"The basic philosophy, spirit and drive of an organisation have far more to do with its relative achievements than do technology or economic resources, organisational structure, innovation and timing."
Few people in business today would recognise the author of this quote. It is Thomas Watson Sr., the founder of IBM. And although he made the observation more than 30 years ago, the truth and relevance of it is still acknowledged today. For employees and managers, perhaps especially for managers, there is a large part of what makes their organisation effective - or ineffective - that lies beyond strategy, beyond structure, even beyond process.
As Human Resources executives have helped manage their company's human capital, they have also been testing, adding and refining tools and approaches for shaping a high performance culture, based on what has worked and what hasn't worked. Here is a quick overview of what our clients have told us about what works, and what doesn't work, in managing cultural change.
What works: Elevate Human Resources, and make the Head of Human Resources the owner of the change process. Every program and process in the Human Resources function, whether talent, compensation or benefit related, will either support or undermine change. That is, it will serve to get a company's "human organisation" better prepared to understand and carry out change. If not aligned, they can serve to confuse or undermine the change. It is HR's policies, programs and processes more than those of any other function in the company, that bring powerful reinforcement and seamless execution to the process of changing the culture.

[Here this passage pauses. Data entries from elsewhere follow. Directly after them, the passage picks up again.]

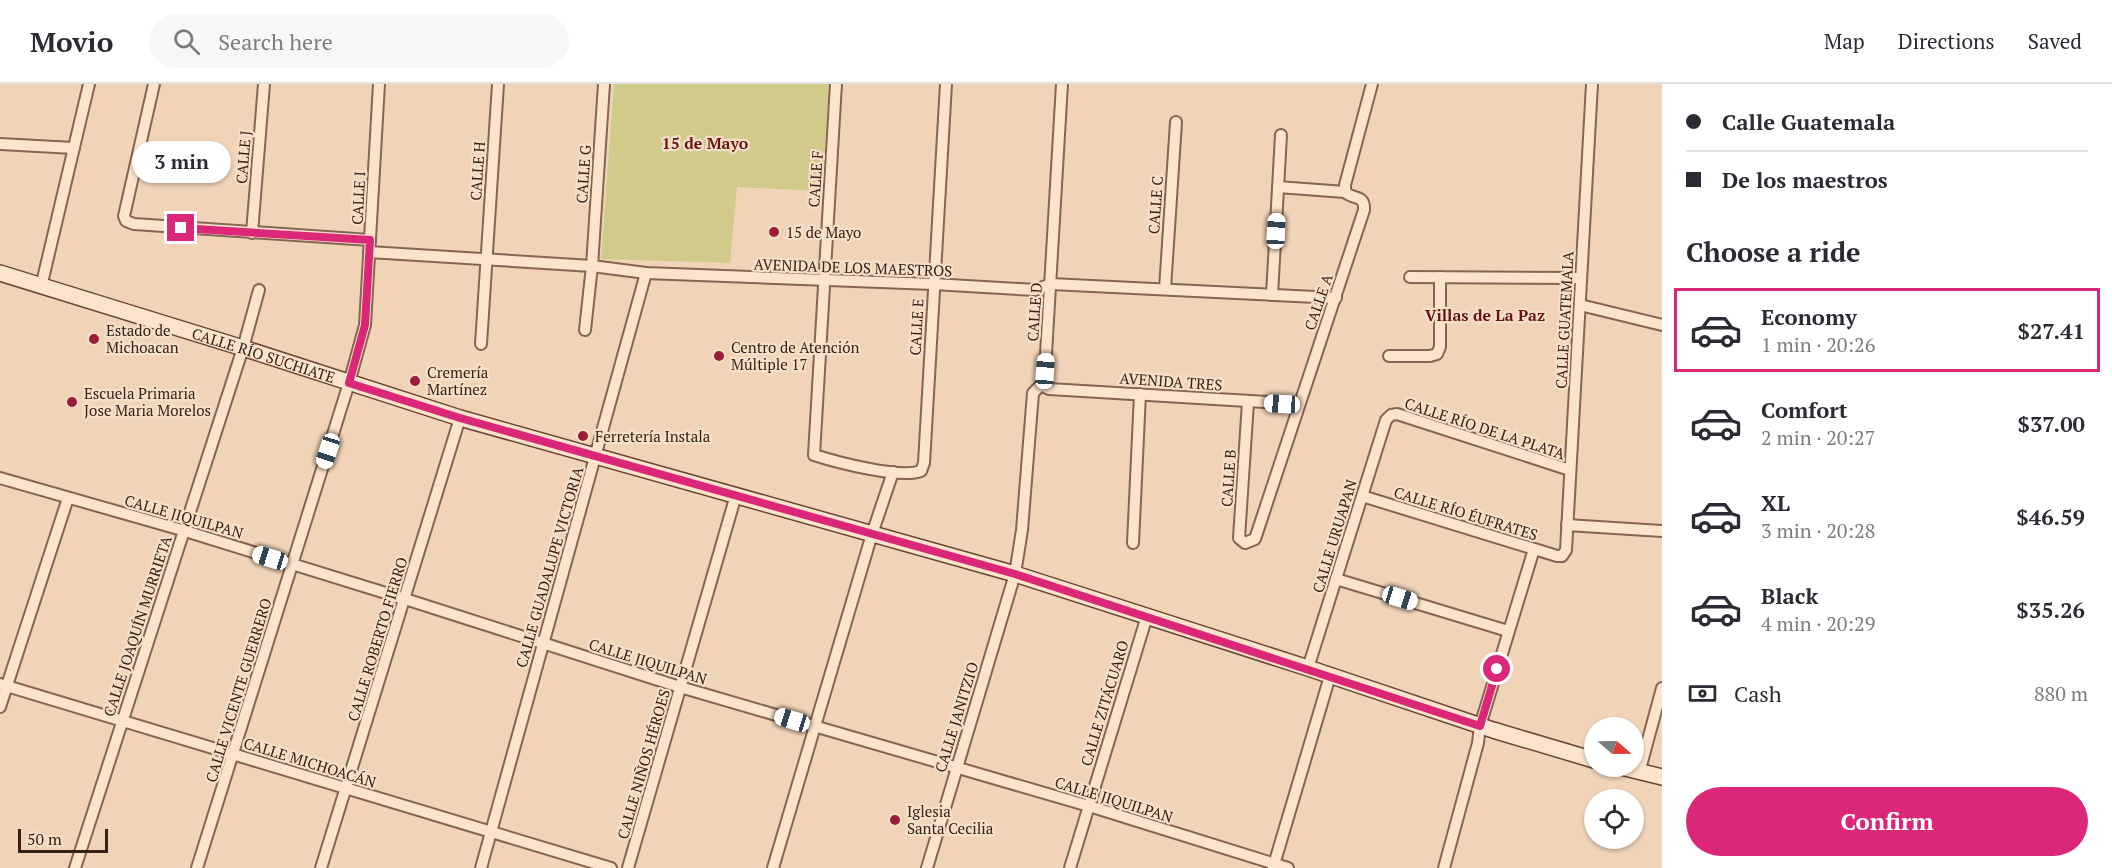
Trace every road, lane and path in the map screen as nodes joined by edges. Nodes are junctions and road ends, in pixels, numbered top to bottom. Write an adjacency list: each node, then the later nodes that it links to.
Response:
1 (89, 84): 15 (street)
2 (154, 84): 18 (street)
3 (264, 84): 18 (street, CALLE J)
4 (379, 84): 19 (street, CALLE I)
5 (498, 84): 21 (street, CALLE H)
6 (604, 84): 22 (street, CALLE G)
7 (836, 84): 28 (street, CALLE F)
8 (946, 84): 29 (street, CALLE E)
9 (1062, 84): 30 (street, CALLE D)
10 (1372, 84): 17 (street)
11 (1592, 84): 27 (street, CALLE GUATEMALA)
12 (1176, 122): 32 (street, CALLE C)
13 (1281, 135): 16 (street)
14 (0, 144): 15 (street)
15 (74, 148): 31 (street)
16 (1278, 187): 17 (street); 34 (street)
17 (1345, 192): 35 (street, CALLE A)
18 (252, 233): 19 (street)
19 (370, 240): 20 (street, CALLE I)
20 (369, 252): 21 (street, AVENIDA DE LOS MAESTROS); 42 (street, CALLE I)
21 (487, 259): 22 (street, AVENIDA DE LOS MAESTROS); 39 (street, CALLE H)
22 (592, 266): 24 (street, AVENIDA DE LOS MAESTROS); 38 (street, CALLE G)
23 (0, 273): 31 (main road, CALLE RÍO SUCHIATE)
24 (646, 273): 28 (street, AVENIDA DE LOS MAESTROS); 50 (street, CALLE GUADALUPE VICTORIA)
25 (1410, 277): 26 (street)
26 (1440, 277): 27 (street); 41 (street)
27 (1581, 278): 36 (street, CALLE GUATEMALA)
28 (823, 281): 29 (street, AVENIDA DE LOS MAESTROS); 49 (street, CALLE F)
29 (933, 284): 30 (street, AVENIDA DE LOS MAESTROS); 52 (street, CALLE E)
30 (1051, 284): 32 (street, AVENIDA DE LOS MAESTROS); 43 (street, CALLE D)
31 (41, 287): 40 (main road, CALLE RÍO SUCHIATE)
32 (1165, 289): 34 (street, AVENIDA DE LOS MAESTROS)
33 (259, 290): 40 (street, CALLE JOAQUÍN MURRIETA)
34 (1272, 295): 35 (street, AVENIDA DE LOS MAESTROS)
35 (1336, 298): 46 (street, CALLE A)
36 (1580, 305): 37 (street); 51 (street, CALLE GUATEMALA)
37 (1662, 325)
38 (585, 330)
39 (481, 344)
40 (243, 348): 42 (main road, CALLE RÍO SUCHIATE); 58 (street, CALLE JOAQUÍN MURRIETA)
41 (1389, 356)
42 (349, 383): 48 (main road, CALLE RÍO SUCHIATE); 65 (street, CALLE VICENTE GUERRERO)
43 (1041, 385): 44 (street, AVENIDA TRES); 66 (street, CALLE D)
44 (1140, 394): 45 (street, AVENIDA TRES); 62 (street)
45 (1248, 402): 46 (street, AVENIDA TRES); 61 (street, CALLE B)
46 (1299, 404): 61 (street, CALLE A)
47 (1391, 415): 51 (street, CALLE RÍO DE LA PLATA); 55 (street, CALLE URUAPAN)
48 (460, 418): 50 (main road, CALLE RÍO SUCHIATE); 68 (street, CALLE ROBERTO FIERRO)
49 (814, 455): 52 (street, CALLE E)
50 (595, 456): 54 (main road, CALLE RÍO SUCHIATE); 71 (street, CALLE GUADALUPE VICTORIA)
51 (1570, 470): 57 (street, CALLE GUATEMALA)
52 (893, 472): 60 (street)
53 (0, 478): 56 (street, CALLE JIQUILPAN)
54 (736, 495): 60 (main road, CALLE RÍO SUCHIATE); 75 (street, CALLE NIÑOS HÉROES)
55 (1362, 496): 63 (street, CALLE RÍO ÉUFRATES); 67 (street, CALLE URUAPAN)
56 (68, 498): 58 (street, CALLE JIQUILPAN); 74 (street)
57 (1567, 525): 59 (street); 64 (street, CALLE GUATEMALA)
58 (183, 531): 65 (street, CALLE JIQUILPAN); 78 (street, CALLE JOAQUÍN MURRIETA)
59 (1662, 531)
60 (872, 534): 66 (main road, CALLE RÍO SUCHIATE); 80 (street)
61 (1255, 539)
62 (1133, 543)
63 (1534, 549): 64 (street, CALLE RÍO ÉUFRATES); 70 (street)
64 (1562, 556)
65 (292, 565): 68 (street, CALLE JIQUILPAN); 81 (street, CALLE VICENTE GUERRERO)
66 (1015, 574): 69 (main road, CALLE RÍO SUCHIATE); 84 (street, CALLE JANITZIO)
67 (1336, 579): 70 (street); 72 (street, CALLE URUAPAN)
68 (405, 599): 71 (street, CALLE JIQUILPAN); 87 (street, CALLE ROBERTO FIERRO)
69 (1147, 616): 72 (main road, CALLE RÍO SUCHIATE); 88 (street, CALLE ZITÁCUARO)
70 (1508, 631): 79 (street)
71 (543, 644): 75 (street, CALLE JIQUILPAN); 89 (street, CALLE GUADALUPE VICTORIA)
72 (1308, 668): 73 (main road, CALLE RÍO SUCHIATE)
73 (1330, 676): 79 (main road, CALLE RÍO SUCHIATE); 90 (street)
74 (3, 685): 77 (street); 78 (street, CALLE MICHOACÁN)
75 (681, 687): 80 (street, CALLE JIQUILPAN); 96 (street, CALLE NIÑOS HÉROES)
76 (1662, 688): 82 (street)
77 (0, 707)
78 (122, 721): 81 (street, CALLE MICHOACÁN); 91 (street, CALLE JOAQUÍN MURRIETA)
79 (1480, 726): 83 (main road, CALLE RÍO SUCHIATE); 101 (street)
80 (815, 727): 84 (street, CALLE JIQUILPAN); 97 (street)
81 (233, 754): 87 (street, CALLE MICHOACÁN); 92 (street, CALLE VICENTE GUERRERO)
82 (1644, 755)
83 (1584, 757)
84 (956, 769): 88 (street, CALLE JIQUILPAN); 98 (street, CALLE JANITZIO)
85 (1644, 774): 86 (main road)
86 (1662, 777)
87 (346, 788): 89 (street, CALLE MICHOACÁN); 93 (street, CALLE ROBERTO FIERRO)
88 (1089, 806): 90 (street, CALLE JIQUILPAN); 99 (street, CALLE ZITÁCUARO)
89 (491, 832): 94 (street, CALLE GUADALUPE VICTORIA); 95 (street, CALLE MICHOACÁN)
90 (1274, 866): 100 (street, CALLE JIQUILPAN)
91 (75, 868)
92 (197, 868)
93 (321, 868)
94 (481, 868)
95 (611, 868)
96 (628, 868)
97 (773, 868)
98 (927, 868)
99 (1070, 868)
100 (1288, 868)
101 (1444, 868)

For example, in changing the culture at Home Depot, as described in the April 2006 issue of Harvard Business Review, one of the first things the new CEO, Robert Nardelli, did after arriving was to hire a trusted colleague from GE, Dennis Donovan, as corporate head of Human Resources. He also made Donovan one of the highest paid executives in the company. By turning to someone he trusted, Nardelli signaled both his intent to change Home Depot's culture and the key role that HR would play in the process.
What works: Make it concrete and specific for all employees. Develop a global competency model in which the competencies are core to the change you are making. Develop behavioural descriptions of success and failure for each competency, for every job category, from entry level to transformational leader. What doesn't work is being unclear with employees about what behaviours on their part are consistent with that change.
What works: Start at the front door. Involve your exemplary incumbents heavily in the selection process, especially for middle-level and senior-level positions. At the entry-level, as much as possible, hire for fit and train for skill. Develop selection mechanisms tied to your global competency model.
What works: Measure it in a granular way at the manager level. There are a variety of normed and validated instruments available that can enable you to measure, in effect, how employees view your current culture, how they would describe the "ideal" culture, and the gap between the two.
But it can be much more useful to take measurement down to the individual manager level and measure - in a multi-rated process - how consistently they use/model the competencies most important to your culture. To make this possible, build competency-centered assessment into the short-term variable pay program and your performance management system. Particularly at higher levels (i.e. manager level and above), structure the variable pay program so that to earn above target or maximum awards, managers must perform above standard in both the "What/Financial Targets" and the "How/Competency Rating" dimensions of performance.
What works: Target your key populations to accelerate the process. For managers and leaders, be sure to define the behaviours that lead. These are behaviours that create the environment in which the culture can flourish. For example, if you are seeking to establish a culture that emphasises cooperation across organisational boundaries, define what managers need to do to encourage employees to do that.
For high potentials, or those that are an important part of the future of your company, provide sufficient time and developmental resources that each of them understands, practices, masters and spreads the skills and behaviours most closely associated with the change you are seeking to make.
What doesn't work? As controversial as it may sound, an "average investment" approach in which you expend the same amount of energy on all employees.
What works: Align every detail of your Learning and/or Career Development programs. It may sound extreme, but no one in your company should attend a single day of training that is not, at a minimum, aligned with the overall change you are seeking to make. Or at least, they should never do so at the company's expense. Ideally, every day of training should clarify the change, share new techniques on how to be part of it and provide support for practicing and mastering those techniques. If you offer in-house training options, have a team review every program and every document to ensure its alignment. If your company provides a full-featured career development program, make sure that all of the competency models, assessment tools, developmental resources, as well as the look and language of the program, are synched up with the new culture.
What works: Change your organisational structure late in the process or not at all. Carving out new units, reintegrating old ones, redefining the "go-to-market" organisation or demand chain: these methods do not get at the core of what needs to change, what needs to change is the work people do and how they do it. Worse, structural changes can serve to, among other effects, create new classes of winners and losers. For that reason, they can even divert real energy and commitment away from true change.
As Doug Smith noted in Taking Charge of Change, "Only people change skills, behaviours, and relationships, and only in the real work that they do. Not systems or strategies or structures. Not visions or cultures or processes. People... but new directions and designs help only when the people who must change behaviours engage in understanding and shaping them. Until managers enlist people to perform and change in the context of real work, elements of organisational direction and design as well as discussions about them remain, like quicksand, no better than the illusion of change."